National Public Radio (NPR) reported that Pearce and the CCA had been attending ALEC meetings for years prior to their pitch for a private prison to house illegal immigrants. Michael Hough, staff director of the meeting for ALEC, said meetings to write legislation should be a combination effort between private and public officials.
“That’s the way it’s set up. It’s a public-private partnership. We believe both sides, businesses and lawmakers should be at the same table, together,” Hough said.
When the bill hit the floor of Arizona’s legislature, a number of co-sponsors expressed their support, and two-thirds of them either went to the ALEC meeting where the legislation was proposed or were already ALEC members. The bill sailed through the voting process and was signed by Arizona governor Jan Brewer. Two of Brewer’s top advisers are former lobbyists for private prison companies.
Attempts to halt growth
Across the US, a number of states have attempted to reduce populations and force operational guidelines on private prisons; some have even called for a complete ban on private correctional facilities altogether.
Three states in America have instituted bans on private prisons while two other states have banned the exportation and importation of prisoners to or from private facilities. Illinois, New York and Louisiana have all banned private prisons in the state while North Dakota and Oregon outlawed the movement of prisoners to or from public correctional facilities to private ones.
A particular criticism of private prisons in the US is that they are run as cheaply as possible and the living conditions are not standardized like their public counterparts, so prisoners could potentially be living in conditions that are cruel and inhumane. Author Adam Gopnik wrote about the prison system in America for The New Yorker that outlined how little the state and prison spends on inmates.
“[A] growing number of American prisons are now contracted out as for-profit businesses to for-profit companies. The companies are paid by the state, and their profit depends on spending as little as possible on the prisoners and the prisons,” Gopnik wrote. “It’s hard to imagine any greater disconnect between public good and private profit: the interest of private prisons lies not in the obvious social good of having the minimum necessary number of inmates but in having as many as possible, housed as cheaply as possible.”
Some states have responded by requiring private prisons to house inmates at the same standard seen in public prisons. New Mexico and Oklahoma both have laws that set some form of a standard on private institutions.
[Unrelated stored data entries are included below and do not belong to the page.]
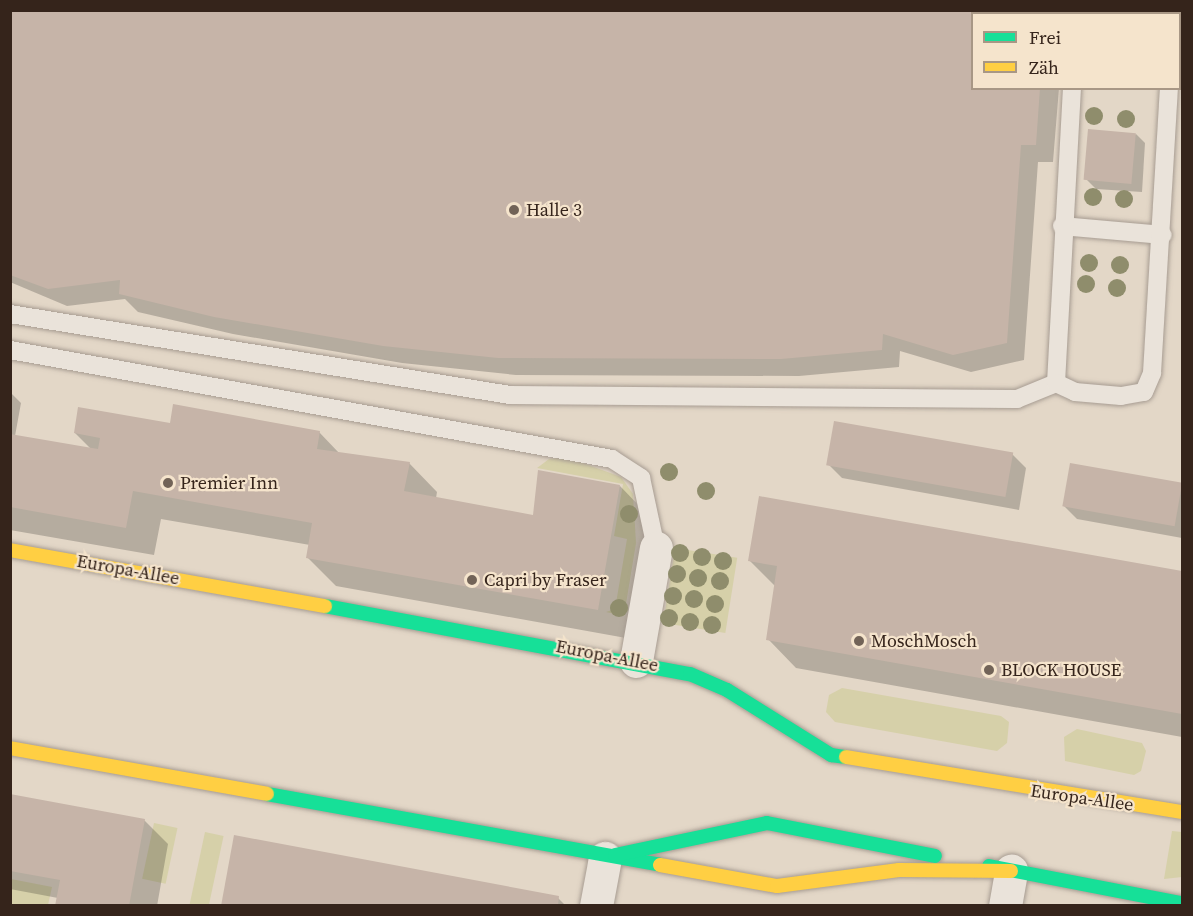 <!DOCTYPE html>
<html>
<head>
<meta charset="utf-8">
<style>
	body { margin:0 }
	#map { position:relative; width:1193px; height:916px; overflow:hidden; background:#e3d7c7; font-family:"Source Serif 4",serif }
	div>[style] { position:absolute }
	.green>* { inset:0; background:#d6d0a9; transform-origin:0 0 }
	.shadow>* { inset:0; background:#0003 }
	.building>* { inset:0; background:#c6b4a8; transform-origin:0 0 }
	.roads { filter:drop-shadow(0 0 2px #a79c92) drop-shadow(0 0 2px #a79c92) }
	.lane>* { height:18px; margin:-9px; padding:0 9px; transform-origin:9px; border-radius:9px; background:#eae3da }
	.street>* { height:33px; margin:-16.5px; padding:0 16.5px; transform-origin:16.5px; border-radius:16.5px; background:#eae3da }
	.fast>* { height:14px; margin:-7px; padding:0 7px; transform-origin:7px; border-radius:7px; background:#16e098 }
	.slow>* { height:14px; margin:-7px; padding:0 7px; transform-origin:7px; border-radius:7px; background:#ffcf43 }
	.trees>* { width:18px; height:18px; margin:-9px; border-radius:50%; background:#8f8d6c }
	.dots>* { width:16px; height:16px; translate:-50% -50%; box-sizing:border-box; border:3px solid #f5e4cc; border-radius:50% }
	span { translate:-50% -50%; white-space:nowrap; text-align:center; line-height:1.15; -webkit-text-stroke:4.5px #f5e4cc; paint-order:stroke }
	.poi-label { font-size:18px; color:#35241b }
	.left { translate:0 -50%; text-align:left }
	.street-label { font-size:18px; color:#35241b }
	.frame { position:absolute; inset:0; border:12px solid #35241b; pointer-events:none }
	.legend { position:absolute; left:971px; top:12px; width:210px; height:78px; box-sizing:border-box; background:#f5e4cc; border:2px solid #a89785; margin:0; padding:8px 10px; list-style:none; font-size:18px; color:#35241b }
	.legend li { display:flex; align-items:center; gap:12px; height:30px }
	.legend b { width:30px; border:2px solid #a89785 }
</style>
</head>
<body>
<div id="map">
	<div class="green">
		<div style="clip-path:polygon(567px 457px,621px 477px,633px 494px,636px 543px,624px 616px,606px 612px,615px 609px,627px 539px,614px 536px,623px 484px,537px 468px,549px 459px)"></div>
		<div style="left:675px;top:548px;width:63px;height:76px;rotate:9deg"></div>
		<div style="clip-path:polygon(842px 688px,1001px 716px,1009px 722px,1007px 743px,997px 751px,835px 722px,826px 712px,829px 695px)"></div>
		<div style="clip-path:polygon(1077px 729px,1142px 743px,1146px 751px,1141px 771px,1134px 775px,1065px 761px,1064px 737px)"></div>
		<div style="left:154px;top:823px;width:24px;height:57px;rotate:12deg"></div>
		<div style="clip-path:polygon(1172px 831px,1182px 832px,1182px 877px,1164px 879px)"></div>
		<div style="left:205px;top:832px;width:19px;height:74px;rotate:12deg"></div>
		<div style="clip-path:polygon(11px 879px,52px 887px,48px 905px,11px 905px)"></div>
	</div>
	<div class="shadow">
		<div style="clip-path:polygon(10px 10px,1064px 10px,972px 14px,972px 88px,1059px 88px,1053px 162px,1038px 162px,1024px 360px,971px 372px,900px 351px,899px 367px,799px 376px,516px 375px,402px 363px,233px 334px,138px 312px,125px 299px,67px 306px,10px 282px)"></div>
		<div style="clip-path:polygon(1099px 10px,1155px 10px,1099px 14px)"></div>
		<div style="clip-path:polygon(1136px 134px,1145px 143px,1142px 192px,1096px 189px,1086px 179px)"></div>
		<div style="clip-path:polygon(10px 392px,21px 403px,15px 436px,92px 450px,75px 433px,171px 425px,319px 432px,340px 454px,409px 463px,437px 492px,436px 498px,534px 516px,620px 486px,648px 515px,626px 638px,336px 586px,308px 558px,310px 545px,161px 519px,154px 555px,10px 530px)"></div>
		<div style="clip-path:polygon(1012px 454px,1026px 468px,1019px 510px,842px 478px,828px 464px)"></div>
		<div style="clip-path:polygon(1182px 485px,1182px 538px,1077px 519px,1063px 505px)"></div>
		<div style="clip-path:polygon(760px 498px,1182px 573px,1182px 737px,796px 668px,768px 639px,775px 586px,749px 560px)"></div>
		<div style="clip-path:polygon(10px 796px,144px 820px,168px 844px,157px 906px,57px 906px,58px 898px,10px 889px)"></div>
		<div style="clip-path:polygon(558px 898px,566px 906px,223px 906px)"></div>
	</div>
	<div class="building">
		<div style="clip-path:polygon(10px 10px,1046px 10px,972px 14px,972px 88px,1040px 88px,1036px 145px,1021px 145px,1007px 343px,953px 355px,883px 334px,882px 350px,781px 359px,498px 358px,383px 346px,214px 317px,119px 294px,120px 280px,48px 289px,10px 275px)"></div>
		<div style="clip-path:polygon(1097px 10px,1145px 10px,1097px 14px)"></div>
		<div style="left:1088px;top:129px;width:48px;height:51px;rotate:5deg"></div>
		<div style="clip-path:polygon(173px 404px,320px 431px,317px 449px,410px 462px,404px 491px,533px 515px,538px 470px,620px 485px,598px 610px,306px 558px,312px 523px,133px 491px,126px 528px,10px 507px,10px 434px,98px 449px,100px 438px,74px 433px,78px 407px,170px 423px)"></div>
		<div style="left:834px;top:421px;width:182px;height:45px;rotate:10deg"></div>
		<div style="left:1070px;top:463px;width:114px;height:44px;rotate:10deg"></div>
		<div style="clip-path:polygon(759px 496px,1182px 571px,1182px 714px,766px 640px,777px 566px,748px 561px)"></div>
		<div style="clip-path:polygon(10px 794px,145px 819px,129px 906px,55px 906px,60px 880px,10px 871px)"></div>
		<div style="clip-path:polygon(234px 835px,559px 896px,558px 906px,221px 906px)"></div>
	</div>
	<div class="roads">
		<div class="lane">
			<div style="left:1077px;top:14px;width:4px;rotate:-90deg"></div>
			<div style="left:1180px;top:59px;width:4px;rotate:-56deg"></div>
			<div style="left:1062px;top:226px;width:101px;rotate:5.1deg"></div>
			<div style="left:10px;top:314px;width:507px;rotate:9.2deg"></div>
			<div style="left:510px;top:395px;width:507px;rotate:0.45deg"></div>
			<div style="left:1017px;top:399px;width:42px;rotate:-22.3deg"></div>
			<div style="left:1056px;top:383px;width:295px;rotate:-86.9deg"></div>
			<div style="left:10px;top:350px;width:612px;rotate:10.26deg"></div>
			<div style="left:612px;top:459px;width:35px;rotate:33deg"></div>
			<div style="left:641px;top:478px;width:72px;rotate:77.9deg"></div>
			<div style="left:1056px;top:383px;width:21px;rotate:25deg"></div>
			<div style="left:1075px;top:392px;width:46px;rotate:5deg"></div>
			<div style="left:1121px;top:396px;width:23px;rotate:-10deg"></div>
			<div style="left:1144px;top:392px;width:21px;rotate:-67deg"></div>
			<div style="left:1152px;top:373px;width:286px;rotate:-86.6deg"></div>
		</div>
		<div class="street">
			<div style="left:636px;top:661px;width:115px;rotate:-80deg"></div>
			<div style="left:596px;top:906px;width:49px;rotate:-79.4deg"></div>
			<div style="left:1005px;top:906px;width:36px;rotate:-80deg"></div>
		</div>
		<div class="fast">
			<div style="left:325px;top:606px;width:371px;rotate:10.6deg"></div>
			<div style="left:690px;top:674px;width:40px;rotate:23.4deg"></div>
			<div style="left:727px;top:690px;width:123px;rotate:32deg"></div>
			<div style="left:831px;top:755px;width:15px;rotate:8deg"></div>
			<div style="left:267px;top:794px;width:399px;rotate:10.2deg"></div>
			<div style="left:615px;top:855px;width:155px;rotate:-11.9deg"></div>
			<div style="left:767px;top:823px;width:171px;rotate:11.1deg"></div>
			<div style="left:989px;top:866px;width:197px;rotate:10.9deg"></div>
		</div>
		<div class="slow">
			<div style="left:10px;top:550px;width:320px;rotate:10.1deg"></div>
			<div style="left:10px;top:748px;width:261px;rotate:10.1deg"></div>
			<div style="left:846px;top:757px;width:340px;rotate:9.3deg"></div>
			<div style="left:660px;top:865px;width:119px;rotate:10.2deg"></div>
			<div style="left:777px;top:886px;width:123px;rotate:-7.5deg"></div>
			<div style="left:899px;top:870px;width:112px;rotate:0.5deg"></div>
		</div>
	</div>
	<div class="trees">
		<div style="left:1094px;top:116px"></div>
		<div style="left:1126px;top:119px"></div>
		<div style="left:1093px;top:197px"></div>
		<div style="left:1124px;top:199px"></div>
		<div style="left:1089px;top:263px"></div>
		<div style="left:1120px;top:265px"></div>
		<div style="left:1086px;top:284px"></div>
		<div style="left:1117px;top:288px"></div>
		<div style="left:669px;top:472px"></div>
		<div style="left:706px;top:491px"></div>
		<div style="left:629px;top:514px"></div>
		<div style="left:680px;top:553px"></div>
		<div style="left:702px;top:557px"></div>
		<div style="left:723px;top:561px"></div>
		<div style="left:677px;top:574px"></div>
		<div style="left:698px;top:578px"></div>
		<div style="left:720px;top:581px"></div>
		<div style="left:673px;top:596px"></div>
		<div style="left:694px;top:599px"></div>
		<div style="left:715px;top:604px"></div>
		<div style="left:619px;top:608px"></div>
		<div style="left:669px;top:618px"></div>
		<div style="left:690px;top:622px"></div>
		<div style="left:712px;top:625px"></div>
	</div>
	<div class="dots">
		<div style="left:514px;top:210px;background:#726357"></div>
		<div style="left:168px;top:483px;background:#726357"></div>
		<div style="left:472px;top:580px;background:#726357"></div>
		<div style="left:859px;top:641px;background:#726357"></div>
		<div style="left:989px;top:670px;background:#726357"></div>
	</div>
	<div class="poi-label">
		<span class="left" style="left:526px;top:210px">Halle 3</span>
		<span class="left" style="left:180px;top:483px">Premier Inn</span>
		<span class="left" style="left:484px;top:580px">Capri by Fraser</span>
		<span class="left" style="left:871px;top:641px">MoschMosch</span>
		<span class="left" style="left:1001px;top:670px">BLOCK HOUSE</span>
	</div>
	<div class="street-label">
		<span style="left:128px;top:570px;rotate:10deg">Europa-Allee</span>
		<span style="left:607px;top:656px;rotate:11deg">Europa-Allee</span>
		<span style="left:1082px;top:798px;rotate:8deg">Europa-Allee</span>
	</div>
	<div class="frame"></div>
	<ul class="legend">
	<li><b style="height:8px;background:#16e098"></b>Frei</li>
	<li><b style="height:8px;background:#ffcf43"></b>Zäh</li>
	</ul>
</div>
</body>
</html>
New Mexico has the state Secretary of Corrections supervise private facilities while Oklahoma has a law in place that requires private prisons to have an emergency response system in place and a requirement to notify the state of any safety incidents. Nebraska’s legislation to regulate the standards of private prisons sailed through voting, but was pocket-vetoed by the governor.
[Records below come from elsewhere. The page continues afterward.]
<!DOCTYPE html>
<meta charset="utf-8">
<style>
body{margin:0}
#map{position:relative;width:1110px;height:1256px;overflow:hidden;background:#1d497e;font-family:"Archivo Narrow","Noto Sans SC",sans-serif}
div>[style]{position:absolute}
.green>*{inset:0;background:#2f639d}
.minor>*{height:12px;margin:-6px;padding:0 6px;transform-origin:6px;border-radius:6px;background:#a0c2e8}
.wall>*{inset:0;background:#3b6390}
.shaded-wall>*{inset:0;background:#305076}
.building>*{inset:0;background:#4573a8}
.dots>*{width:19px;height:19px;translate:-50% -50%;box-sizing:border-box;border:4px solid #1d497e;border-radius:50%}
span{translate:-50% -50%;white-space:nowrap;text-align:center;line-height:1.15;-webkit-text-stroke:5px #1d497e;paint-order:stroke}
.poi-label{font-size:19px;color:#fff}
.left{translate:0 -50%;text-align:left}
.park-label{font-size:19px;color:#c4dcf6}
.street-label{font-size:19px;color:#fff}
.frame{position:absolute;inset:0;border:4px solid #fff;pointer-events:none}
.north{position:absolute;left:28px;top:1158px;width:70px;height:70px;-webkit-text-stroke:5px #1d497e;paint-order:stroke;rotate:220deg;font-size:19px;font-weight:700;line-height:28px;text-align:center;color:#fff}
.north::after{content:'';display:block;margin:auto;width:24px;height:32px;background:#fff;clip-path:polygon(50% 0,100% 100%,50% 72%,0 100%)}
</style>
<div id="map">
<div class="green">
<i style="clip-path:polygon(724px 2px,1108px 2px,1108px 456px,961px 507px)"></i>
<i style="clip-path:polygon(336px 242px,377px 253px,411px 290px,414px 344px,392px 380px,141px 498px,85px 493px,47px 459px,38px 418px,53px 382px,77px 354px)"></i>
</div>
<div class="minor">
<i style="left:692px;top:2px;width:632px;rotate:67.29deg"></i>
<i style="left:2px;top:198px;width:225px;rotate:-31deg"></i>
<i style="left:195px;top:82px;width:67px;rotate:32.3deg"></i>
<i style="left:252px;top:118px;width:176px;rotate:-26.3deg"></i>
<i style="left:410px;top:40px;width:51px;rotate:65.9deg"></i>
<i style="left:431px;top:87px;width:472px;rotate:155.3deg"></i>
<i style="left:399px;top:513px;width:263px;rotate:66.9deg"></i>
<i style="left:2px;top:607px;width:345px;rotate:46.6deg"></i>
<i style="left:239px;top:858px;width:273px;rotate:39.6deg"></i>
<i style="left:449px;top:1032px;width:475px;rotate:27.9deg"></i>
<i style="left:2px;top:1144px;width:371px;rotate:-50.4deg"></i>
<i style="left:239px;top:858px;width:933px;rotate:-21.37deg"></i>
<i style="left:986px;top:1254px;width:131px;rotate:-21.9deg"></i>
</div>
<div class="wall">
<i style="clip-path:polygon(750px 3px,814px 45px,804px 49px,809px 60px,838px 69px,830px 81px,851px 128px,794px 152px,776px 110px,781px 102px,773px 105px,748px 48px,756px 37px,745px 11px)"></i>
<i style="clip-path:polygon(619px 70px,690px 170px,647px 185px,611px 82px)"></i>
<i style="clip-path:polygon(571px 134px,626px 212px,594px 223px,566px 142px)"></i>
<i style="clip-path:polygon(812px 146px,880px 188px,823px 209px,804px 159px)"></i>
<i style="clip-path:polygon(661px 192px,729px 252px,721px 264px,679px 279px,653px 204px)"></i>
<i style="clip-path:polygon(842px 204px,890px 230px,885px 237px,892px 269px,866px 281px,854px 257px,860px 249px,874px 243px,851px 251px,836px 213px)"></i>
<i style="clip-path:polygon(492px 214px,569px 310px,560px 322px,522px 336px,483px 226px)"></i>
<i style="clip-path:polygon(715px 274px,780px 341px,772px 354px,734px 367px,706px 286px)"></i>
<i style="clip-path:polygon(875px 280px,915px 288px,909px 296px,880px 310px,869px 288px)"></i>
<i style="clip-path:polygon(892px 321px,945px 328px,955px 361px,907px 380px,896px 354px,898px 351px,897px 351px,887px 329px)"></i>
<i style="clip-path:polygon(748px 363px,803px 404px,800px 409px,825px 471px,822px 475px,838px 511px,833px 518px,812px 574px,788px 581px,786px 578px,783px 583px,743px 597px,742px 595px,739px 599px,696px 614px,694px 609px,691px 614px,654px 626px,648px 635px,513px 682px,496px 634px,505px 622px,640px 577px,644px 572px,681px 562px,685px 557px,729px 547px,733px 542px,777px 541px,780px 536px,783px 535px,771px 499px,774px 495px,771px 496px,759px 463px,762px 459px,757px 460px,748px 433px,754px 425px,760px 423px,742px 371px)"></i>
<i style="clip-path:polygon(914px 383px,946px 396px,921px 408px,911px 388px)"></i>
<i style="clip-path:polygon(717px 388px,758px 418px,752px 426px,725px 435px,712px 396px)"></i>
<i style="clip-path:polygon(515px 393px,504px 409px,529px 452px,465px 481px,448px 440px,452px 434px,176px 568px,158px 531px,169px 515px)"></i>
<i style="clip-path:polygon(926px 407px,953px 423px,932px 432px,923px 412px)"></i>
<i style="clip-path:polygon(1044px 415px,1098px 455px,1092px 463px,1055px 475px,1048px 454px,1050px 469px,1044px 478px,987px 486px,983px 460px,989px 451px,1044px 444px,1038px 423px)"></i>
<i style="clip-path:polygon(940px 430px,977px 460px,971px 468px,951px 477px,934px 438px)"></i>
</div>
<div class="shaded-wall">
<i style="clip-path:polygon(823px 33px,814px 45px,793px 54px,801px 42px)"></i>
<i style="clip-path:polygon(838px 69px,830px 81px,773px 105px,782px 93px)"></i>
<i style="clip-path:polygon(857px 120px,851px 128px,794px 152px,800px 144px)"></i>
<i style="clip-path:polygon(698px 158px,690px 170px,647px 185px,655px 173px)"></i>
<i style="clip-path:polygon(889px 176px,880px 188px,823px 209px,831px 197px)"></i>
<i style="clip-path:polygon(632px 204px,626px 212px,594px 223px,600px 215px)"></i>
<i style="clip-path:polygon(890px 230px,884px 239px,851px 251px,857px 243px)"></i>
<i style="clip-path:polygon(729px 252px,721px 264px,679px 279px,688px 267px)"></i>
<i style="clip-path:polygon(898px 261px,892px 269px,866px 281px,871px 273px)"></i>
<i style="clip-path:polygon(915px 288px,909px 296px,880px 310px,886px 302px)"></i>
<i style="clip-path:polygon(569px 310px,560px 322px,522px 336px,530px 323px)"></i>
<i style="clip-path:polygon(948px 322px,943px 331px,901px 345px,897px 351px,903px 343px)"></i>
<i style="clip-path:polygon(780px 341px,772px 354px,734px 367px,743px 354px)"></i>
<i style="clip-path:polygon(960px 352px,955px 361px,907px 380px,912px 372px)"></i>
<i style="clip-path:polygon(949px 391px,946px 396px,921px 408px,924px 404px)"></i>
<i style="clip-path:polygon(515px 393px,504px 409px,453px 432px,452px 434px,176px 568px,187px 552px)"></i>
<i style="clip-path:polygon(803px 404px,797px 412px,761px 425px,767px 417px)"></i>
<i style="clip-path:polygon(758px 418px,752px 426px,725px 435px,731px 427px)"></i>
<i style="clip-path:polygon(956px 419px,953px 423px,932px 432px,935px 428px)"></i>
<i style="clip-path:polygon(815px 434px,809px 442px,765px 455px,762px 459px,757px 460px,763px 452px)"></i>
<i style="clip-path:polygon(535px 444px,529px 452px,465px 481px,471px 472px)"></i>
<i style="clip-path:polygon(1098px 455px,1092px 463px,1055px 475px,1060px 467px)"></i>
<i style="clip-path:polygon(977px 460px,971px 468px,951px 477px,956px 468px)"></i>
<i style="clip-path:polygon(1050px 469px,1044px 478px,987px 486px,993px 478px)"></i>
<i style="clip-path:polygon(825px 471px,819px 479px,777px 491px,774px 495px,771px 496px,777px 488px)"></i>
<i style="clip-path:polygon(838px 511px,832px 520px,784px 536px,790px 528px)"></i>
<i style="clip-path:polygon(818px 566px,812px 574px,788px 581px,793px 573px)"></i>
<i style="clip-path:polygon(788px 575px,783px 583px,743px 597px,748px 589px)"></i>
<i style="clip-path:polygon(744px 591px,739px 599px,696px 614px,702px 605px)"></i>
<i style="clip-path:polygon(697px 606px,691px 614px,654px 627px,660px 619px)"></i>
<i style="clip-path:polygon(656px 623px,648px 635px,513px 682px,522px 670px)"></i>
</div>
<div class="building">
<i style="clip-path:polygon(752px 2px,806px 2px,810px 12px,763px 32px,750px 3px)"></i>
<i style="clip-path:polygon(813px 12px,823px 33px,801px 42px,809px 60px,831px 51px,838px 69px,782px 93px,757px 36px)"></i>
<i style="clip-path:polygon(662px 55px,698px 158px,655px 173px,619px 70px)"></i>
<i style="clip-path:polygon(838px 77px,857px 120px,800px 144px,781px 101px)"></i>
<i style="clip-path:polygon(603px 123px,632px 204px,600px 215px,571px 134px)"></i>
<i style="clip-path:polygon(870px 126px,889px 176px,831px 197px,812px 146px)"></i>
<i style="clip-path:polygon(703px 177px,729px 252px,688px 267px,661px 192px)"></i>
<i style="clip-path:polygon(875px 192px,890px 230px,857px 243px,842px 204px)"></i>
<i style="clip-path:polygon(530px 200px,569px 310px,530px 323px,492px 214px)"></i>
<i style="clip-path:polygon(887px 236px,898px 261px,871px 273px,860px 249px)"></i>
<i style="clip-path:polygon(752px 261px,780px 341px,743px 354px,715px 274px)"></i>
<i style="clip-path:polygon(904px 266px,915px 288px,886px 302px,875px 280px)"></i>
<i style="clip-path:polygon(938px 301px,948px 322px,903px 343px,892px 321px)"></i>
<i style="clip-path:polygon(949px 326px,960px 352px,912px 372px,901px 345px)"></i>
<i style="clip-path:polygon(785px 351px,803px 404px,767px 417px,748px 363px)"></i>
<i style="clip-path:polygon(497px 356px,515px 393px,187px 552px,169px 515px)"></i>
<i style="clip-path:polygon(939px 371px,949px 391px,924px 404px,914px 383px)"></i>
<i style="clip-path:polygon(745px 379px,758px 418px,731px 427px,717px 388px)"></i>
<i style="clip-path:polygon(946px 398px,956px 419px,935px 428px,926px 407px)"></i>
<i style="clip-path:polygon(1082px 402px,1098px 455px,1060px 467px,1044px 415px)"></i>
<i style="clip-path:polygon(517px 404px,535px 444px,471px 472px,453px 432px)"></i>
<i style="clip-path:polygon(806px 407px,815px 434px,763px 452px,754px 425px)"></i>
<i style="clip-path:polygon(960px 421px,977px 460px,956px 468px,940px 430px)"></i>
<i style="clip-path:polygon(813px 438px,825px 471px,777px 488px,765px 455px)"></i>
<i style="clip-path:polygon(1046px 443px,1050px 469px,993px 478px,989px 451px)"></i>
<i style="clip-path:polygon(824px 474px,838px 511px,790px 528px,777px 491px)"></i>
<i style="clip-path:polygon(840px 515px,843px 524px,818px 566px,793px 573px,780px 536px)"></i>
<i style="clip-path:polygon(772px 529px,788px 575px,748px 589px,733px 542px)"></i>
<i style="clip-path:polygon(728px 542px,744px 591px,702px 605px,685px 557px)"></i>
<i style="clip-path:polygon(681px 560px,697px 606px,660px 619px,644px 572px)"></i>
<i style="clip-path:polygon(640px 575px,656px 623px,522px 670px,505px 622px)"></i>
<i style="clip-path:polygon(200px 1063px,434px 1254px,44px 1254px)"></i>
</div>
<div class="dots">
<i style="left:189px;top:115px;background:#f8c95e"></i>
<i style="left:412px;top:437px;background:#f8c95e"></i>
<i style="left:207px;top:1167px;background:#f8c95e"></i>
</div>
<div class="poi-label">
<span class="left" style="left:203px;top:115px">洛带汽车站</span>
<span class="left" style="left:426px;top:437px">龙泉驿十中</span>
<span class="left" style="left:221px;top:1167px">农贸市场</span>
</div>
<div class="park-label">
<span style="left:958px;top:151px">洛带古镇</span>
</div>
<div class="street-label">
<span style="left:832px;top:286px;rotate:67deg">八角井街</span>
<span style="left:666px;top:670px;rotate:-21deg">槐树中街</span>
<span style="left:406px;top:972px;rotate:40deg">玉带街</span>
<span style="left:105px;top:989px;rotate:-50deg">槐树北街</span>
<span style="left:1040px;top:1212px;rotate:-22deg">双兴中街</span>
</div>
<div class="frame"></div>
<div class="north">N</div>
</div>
Attorney and author John Whitehead wrote that the expansion of the private prison system in America is costly for society in that it puts profits before rehabilitation.
“In this way, minor criminals, from drug users to petty thieves, are being handed over to corporations for lengthy prison sentences which do nothing to protect society or prevent recidivism,” Whitehead wrote. “This is the culmination of an inverted justice system which has come to characterize the United States, a justice system based upon increasing the power and wealth of the corporate-state.”